Isn't starlink a service aimed at areas that can't easily get the sort of internet service that's cheap to provide to metro areas (i.e. rural areas)?


You still need fiber to the towers for good connectivity. The amount of infrastructure needed to install even for 4g in remote areas is very expensive compared to these now that spacex can get the satellites up for very cheap as secondary payload with the most of the expense is borne by the primary payloads.


Wouldn’t it be cheaper and more cost effective to cover those areas by 4G mobile phone network?


I think Starlink would give a realistic option to deploy those 4G base stations in rural areas—they need connectivity as well.


Starlink would also give a realistic option to deploy a communal ISP somewhere isolated.


Have you tried using 4G as your only connection? Even carriers that provide “unlimited” transfer typically throttle your connection after a certain amount of usage.


I use 4G as my primary Internet connection in Oslo, Norway. The apartment block where I live has a 100 years old copper line and DSL gives like 10 MBit/s with 100ms ping.

For about 90 USD/month one can get 60 MBit/s connection l both ways with ping bellow 20s. The connection is only throttled after 2 TB of data. But then you need a router and an antenna.

Or one can pay like 15 USD/month extra to upgrade the mobile subscription with 10 MBit/s connection and the throttling limit of 1TB. The ping is about 30.


I am in Europe on unlimited data plan for 35euro, it gets throttled down to 8Mbps after 600GB.


Have you seen what they do to install just a few blocks of 5G antennas? Ripping up pavement, trenching fiber and power. And that is just in a high density city.


4G does not require as dense a cell network as 5G.

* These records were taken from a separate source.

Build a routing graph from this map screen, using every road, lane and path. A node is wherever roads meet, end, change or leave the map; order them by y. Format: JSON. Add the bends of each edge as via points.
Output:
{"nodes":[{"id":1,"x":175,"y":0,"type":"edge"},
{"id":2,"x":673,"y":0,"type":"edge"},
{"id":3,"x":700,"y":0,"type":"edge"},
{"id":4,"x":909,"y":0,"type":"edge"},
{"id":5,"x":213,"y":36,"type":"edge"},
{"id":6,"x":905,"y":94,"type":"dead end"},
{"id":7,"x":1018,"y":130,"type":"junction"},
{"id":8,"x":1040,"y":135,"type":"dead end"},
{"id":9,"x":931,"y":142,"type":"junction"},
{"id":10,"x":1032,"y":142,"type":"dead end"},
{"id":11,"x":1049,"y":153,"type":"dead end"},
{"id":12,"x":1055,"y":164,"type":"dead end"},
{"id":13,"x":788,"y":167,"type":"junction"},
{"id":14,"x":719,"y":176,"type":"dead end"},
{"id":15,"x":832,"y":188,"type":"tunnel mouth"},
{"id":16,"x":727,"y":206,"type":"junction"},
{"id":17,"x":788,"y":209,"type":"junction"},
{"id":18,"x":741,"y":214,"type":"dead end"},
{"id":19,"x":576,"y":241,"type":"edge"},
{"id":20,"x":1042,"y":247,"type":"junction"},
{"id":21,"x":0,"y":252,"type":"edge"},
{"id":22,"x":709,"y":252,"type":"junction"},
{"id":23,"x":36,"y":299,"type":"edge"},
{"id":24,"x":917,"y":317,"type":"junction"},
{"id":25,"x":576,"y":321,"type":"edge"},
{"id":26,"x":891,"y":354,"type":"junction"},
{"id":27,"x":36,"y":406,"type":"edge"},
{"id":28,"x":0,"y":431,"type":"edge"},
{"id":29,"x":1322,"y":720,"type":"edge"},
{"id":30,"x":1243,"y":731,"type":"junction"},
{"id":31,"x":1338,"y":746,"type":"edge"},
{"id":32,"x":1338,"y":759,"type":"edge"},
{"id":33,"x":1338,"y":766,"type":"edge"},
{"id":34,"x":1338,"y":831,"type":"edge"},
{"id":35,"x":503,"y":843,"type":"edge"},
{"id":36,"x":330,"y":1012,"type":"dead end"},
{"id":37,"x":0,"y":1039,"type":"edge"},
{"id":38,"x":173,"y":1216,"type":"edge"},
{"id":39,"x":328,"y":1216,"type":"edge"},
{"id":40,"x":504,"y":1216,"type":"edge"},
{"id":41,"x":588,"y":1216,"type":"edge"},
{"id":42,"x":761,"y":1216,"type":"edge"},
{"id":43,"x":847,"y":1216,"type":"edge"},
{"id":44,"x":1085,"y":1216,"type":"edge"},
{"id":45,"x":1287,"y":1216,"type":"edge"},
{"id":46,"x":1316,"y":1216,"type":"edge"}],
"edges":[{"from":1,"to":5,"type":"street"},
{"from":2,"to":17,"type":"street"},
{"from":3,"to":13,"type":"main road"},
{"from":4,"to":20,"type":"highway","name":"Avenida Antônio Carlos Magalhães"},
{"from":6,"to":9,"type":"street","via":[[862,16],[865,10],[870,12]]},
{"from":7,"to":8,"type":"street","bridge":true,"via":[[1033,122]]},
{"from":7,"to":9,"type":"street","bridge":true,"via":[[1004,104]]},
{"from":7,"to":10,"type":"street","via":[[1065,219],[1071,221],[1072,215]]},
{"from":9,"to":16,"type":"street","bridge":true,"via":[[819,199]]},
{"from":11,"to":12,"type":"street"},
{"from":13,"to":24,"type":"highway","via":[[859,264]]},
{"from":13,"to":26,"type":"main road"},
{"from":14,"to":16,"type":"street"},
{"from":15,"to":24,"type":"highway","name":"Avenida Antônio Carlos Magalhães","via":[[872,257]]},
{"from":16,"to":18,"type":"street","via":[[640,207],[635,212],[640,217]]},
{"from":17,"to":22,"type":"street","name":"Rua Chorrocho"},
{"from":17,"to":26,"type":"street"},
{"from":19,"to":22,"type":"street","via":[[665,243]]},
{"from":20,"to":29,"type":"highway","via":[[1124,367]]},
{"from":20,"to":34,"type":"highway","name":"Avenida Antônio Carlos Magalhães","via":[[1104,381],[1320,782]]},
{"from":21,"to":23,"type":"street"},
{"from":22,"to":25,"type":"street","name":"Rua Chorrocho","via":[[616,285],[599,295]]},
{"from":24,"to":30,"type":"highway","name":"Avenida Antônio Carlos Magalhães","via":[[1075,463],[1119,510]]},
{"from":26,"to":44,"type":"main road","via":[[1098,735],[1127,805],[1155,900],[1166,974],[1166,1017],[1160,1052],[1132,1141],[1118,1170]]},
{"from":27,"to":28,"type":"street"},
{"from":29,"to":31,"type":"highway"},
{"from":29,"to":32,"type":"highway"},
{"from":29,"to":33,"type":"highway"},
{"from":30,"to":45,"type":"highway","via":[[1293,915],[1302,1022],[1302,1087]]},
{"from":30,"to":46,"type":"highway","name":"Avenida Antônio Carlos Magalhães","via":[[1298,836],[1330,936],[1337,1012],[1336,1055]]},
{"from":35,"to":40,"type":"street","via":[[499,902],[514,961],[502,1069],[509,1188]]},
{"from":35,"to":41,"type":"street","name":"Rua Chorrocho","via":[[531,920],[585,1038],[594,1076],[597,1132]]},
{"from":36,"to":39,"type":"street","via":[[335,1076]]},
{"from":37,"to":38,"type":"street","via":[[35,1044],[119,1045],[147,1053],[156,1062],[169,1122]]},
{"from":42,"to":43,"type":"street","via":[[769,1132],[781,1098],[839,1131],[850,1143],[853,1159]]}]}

My in laws live In the middle of nowhere. Their option for many years was 3G and eventually 4G. Having to visit them, 4G was just unbearable. Eventually ATT said they could just barely get 1.5Mbps down service.

That was superior to the 4G service they got. Just because it is 4G doesn’t mean it is services well and not overloaded even in rural areas.

Starlink will be the first real viable high speed connection they will have ever been able to get


My dad's house in Maine is at the very end of a DSL connection. He get up to about 1Mbps down with a tailwind--which is barely usable even for non-video. I couldn't really work from the house. (And there's essentially no cell service at all.) And the neighbors further down the road basically have nothing at all other than conventional satellite.)


It would be interesting if they had a plan to promote using them as a redundant path, where the cost was lower unless you actually used it.


I doubt they'll price it that way but I'd definitely consider getting it as a backup where I live because my cable Internet is "OK" but definitely a bit glitchy and inconsistent. Especially as I've been pretty much full remote since pre-COVID I'll pay to get more reliable Internet at home.


That it's not trying to compete in the metros, and that lots of humans live outside the metros?


New York already has a subway system, why do cars exist?


I wonder how much ignorance in the world will be required, before HN stops downvoting people for asking questions?


I mean the question itself is pure ignorance and also shows a kind of lack of care of others. As one other commenter responded "New York City has subways, why do cars exist?" is the kind of question it was.


>Unfortunately, since Annie's farm was 60 miles (100 km) away from my house, she seemed to be outside my assigned 'cell' of coverage:

It cannot be changed somewhat dynamically? e.g by call to SpaceX?

>(she works remotely for Reputation)

How's that relevant?


Because a lot more people these days are moving out to more remote areas and working remotely where it was just not possible in years past. Starlink would open up a lot more parts of the non-urban world to this possibility.


I meant mentioning company


I think the license SpaceX has for the terminals is for fixed locations, although SpaceX is applying for mobile terminals (ie for trucks, RVs, etc).